Copy each line of the data below in which the word "Arty" can be found.

--

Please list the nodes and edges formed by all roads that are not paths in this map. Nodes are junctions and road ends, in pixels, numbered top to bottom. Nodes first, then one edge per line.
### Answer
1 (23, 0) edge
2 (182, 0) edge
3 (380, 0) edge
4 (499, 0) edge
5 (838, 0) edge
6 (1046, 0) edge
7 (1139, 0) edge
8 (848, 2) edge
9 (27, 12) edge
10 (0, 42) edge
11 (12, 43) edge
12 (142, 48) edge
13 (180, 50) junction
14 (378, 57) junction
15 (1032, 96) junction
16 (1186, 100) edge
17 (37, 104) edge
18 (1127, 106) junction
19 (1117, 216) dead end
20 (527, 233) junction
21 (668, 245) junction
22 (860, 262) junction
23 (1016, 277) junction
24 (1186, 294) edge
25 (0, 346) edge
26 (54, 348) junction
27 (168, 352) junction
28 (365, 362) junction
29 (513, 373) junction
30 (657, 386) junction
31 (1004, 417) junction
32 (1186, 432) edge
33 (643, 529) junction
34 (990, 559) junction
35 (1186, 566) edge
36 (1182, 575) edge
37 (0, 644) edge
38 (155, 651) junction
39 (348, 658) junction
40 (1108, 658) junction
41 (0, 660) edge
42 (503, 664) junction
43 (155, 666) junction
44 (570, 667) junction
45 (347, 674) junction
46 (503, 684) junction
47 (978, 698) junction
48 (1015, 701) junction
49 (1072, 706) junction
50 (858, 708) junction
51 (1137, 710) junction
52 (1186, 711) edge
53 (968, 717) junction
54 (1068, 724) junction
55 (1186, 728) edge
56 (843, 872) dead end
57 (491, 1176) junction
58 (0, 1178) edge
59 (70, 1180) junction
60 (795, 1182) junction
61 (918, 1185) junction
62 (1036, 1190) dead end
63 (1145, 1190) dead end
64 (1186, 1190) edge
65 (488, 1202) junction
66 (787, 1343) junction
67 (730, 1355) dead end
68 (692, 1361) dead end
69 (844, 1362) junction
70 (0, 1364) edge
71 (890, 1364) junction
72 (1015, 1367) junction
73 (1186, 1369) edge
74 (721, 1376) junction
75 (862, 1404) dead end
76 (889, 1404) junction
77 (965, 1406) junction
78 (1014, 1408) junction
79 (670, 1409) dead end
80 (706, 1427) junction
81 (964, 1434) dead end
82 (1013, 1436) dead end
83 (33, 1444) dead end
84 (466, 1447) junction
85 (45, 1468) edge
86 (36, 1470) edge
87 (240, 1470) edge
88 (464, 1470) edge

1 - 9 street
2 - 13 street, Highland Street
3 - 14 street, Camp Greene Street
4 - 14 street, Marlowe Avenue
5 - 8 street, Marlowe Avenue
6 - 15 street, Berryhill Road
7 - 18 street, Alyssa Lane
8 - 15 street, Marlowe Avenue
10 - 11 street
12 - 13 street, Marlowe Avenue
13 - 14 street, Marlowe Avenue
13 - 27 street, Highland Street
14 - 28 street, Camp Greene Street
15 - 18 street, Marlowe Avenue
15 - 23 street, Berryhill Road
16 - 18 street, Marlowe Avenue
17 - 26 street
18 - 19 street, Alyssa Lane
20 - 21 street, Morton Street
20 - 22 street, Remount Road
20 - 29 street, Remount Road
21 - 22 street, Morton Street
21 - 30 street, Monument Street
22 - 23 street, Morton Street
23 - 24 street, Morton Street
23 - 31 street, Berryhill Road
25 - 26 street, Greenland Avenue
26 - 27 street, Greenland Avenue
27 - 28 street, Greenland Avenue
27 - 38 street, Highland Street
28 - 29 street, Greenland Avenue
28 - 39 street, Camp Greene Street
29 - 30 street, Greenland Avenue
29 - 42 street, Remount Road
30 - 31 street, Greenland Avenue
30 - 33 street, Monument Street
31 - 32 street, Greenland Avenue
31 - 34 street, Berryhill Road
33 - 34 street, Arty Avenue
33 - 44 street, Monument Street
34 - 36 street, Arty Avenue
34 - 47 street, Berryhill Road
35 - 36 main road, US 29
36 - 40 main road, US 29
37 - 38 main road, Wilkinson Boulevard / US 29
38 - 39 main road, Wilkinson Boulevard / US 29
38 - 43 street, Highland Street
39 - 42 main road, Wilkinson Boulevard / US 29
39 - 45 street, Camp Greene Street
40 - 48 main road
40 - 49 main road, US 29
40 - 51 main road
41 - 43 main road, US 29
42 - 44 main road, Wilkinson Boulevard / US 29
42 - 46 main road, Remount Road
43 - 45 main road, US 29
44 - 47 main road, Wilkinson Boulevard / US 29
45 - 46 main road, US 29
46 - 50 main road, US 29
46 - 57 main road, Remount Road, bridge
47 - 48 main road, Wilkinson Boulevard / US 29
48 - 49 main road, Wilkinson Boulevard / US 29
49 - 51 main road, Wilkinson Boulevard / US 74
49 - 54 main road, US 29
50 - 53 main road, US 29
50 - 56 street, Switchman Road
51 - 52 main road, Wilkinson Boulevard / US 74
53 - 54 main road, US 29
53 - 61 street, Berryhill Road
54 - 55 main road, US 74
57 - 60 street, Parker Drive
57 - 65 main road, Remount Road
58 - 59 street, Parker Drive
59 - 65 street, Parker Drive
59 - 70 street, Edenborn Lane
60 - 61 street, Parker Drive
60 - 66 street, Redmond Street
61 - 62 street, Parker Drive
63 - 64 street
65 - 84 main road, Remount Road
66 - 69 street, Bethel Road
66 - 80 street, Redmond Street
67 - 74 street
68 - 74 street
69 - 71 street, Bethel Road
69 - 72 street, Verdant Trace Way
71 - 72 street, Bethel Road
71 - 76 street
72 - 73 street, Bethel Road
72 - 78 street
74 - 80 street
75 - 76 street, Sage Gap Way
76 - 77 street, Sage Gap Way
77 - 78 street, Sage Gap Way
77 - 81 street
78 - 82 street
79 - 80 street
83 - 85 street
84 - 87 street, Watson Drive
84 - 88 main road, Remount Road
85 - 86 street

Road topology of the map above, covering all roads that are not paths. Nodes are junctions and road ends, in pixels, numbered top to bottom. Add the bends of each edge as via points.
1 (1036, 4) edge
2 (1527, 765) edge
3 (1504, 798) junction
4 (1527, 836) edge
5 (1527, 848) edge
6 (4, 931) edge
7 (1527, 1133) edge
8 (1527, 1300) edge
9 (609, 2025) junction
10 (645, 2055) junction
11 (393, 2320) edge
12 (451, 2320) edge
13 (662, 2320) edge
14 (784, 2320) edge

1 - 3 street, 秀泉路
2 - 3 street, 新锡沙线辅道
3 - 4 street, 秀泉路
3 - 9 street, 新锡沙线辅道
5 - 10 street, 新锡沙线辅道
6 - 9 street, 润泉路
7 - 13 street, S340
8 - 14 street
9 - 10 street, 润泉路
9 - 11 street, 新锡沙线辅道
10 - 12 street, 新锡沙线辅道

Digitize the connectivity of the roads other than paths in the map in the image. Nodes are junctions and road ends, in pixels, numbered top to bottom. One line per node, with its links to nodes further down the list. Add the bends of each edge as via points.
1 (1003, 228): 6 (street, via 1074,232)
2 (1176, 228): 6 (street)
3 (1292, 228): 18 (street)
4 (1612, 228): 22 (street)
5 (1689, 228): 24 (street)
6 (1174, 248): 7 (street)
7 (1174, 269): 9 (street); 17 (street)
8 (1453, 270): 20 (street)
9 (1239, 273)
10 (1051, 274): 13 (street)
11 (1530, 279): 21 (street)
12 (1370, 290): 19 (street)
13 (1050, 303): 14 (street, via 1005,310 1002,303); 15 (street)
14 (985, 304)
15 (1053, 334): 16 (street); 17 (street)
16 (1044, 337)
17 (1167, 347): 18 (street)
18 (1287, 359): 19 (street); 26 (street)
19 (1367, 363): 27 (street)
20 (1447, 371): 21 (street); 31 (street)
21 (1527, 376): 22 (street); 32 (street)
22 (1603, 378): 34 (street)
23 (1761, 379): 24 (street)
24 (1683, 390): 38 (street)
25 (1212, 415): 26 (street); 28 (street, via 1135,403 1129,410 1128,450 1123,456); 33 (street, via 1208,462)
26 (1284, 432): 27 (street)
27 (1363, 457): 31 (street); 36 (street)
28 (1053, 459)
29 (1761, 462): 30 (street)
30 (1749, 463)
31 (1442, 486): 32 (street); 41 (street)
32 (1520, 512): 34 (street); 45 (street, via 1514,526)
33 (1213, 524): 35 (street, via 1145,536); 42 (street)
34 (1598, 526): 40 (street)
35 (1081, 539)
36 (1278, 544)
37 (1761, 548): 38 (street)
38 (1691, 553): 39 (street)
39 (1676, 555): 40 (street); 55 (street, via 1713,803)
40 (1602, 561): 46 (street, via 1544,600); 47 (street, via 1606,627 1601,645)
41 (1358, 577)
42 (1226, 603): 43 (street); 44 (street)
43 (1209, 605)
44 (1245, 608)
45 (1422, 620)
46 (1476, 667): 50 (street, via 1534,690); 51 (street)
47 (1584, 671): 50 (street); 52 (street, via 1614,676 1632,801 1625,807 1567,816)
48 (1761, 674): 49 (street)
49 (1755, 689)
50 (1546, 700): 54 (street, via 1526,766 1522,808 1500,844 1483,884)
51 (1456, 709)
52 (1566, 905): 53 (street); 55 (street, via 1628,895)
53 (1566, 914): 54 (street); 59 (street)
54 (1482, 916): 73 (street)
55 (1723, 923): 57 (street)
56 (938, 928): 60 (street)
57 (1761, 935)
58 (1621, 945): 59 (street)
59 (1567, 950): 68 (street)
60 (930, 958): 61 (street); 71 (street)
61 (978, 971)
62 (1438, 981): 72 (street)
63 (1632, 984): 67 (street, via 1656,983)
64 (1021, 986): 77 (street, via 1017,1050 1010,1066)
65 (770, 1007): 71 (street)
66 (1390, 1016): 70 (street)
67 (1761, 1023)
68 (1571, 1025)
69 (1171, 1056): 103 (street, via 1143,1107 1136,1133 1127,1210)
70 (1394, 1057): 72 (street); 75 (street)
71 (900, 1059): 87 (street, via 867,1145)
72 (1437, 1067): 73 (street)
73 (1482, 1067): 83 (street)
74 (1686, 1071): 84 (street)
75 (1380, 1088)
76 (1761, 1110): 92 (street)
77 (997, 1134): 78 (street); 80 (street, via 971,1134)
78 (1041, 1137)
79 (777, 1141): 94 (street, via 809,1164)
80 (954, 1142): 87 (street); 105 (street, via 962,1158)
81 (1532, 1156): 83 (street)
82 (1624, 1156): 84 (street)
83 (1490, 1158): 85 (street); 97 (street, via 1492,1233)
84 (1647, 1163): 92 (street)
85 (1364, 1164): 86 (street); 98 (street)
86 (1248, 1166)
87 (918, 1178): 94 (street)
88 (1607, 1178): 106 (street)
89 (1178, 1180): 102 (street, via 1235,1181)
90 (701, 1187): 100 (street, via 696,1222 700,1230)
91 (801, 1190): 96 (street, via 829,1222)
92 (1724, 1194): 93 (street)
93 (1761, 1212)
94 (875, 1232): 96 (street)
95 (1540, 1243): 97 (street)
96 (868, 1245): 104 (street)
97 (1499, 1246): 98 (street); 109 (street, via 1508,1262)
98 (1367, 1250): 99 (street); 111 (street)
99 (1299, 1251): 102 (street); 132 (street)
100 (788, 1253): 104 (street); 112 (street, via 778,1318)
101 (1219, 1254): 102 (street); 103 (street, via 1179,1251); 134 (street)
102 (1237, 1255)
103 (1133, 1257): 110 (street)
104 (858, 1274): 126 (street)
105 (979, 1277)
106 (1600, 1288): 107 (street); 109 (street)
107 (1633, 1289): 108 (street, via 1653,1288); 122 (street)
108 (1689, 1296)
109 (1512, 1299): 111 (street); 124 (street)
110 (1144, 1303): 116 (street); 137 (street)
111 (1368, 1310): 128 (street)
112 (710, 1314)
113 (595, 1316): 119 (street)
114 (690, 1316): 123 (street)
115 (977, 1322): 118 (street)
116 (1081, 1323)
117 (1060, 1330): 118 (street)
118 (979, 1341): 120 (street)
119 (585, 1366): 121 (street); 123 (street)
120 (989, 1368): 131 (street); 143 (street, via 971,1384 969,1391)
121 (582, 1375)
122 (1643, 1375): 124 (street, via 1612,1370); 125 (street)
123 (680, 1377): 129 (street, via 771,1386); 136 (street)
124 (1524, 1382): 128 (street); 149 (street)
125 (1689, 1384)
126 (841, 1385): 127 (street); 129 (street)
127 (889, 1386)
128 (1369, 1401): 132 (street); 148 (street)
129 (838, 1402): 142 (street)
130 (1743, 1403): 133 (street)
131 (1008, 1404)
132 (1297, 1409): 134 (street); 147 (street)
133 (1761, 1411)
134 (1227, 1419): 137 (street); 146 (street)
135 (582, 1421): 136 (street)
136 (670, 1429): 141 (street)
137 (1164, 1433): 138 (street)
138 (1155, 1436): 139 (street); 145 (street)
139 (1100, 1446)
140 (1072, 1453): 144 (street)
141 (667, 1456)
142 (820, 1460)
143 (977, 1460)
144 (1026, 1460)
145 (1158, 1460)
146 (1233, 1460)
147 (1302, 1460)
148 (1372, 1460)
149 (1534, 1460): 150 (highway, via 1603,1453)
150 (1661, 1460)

--

Output below:
33 - 34 street, Arty Avenue
34 - 36 street, Arty Avenue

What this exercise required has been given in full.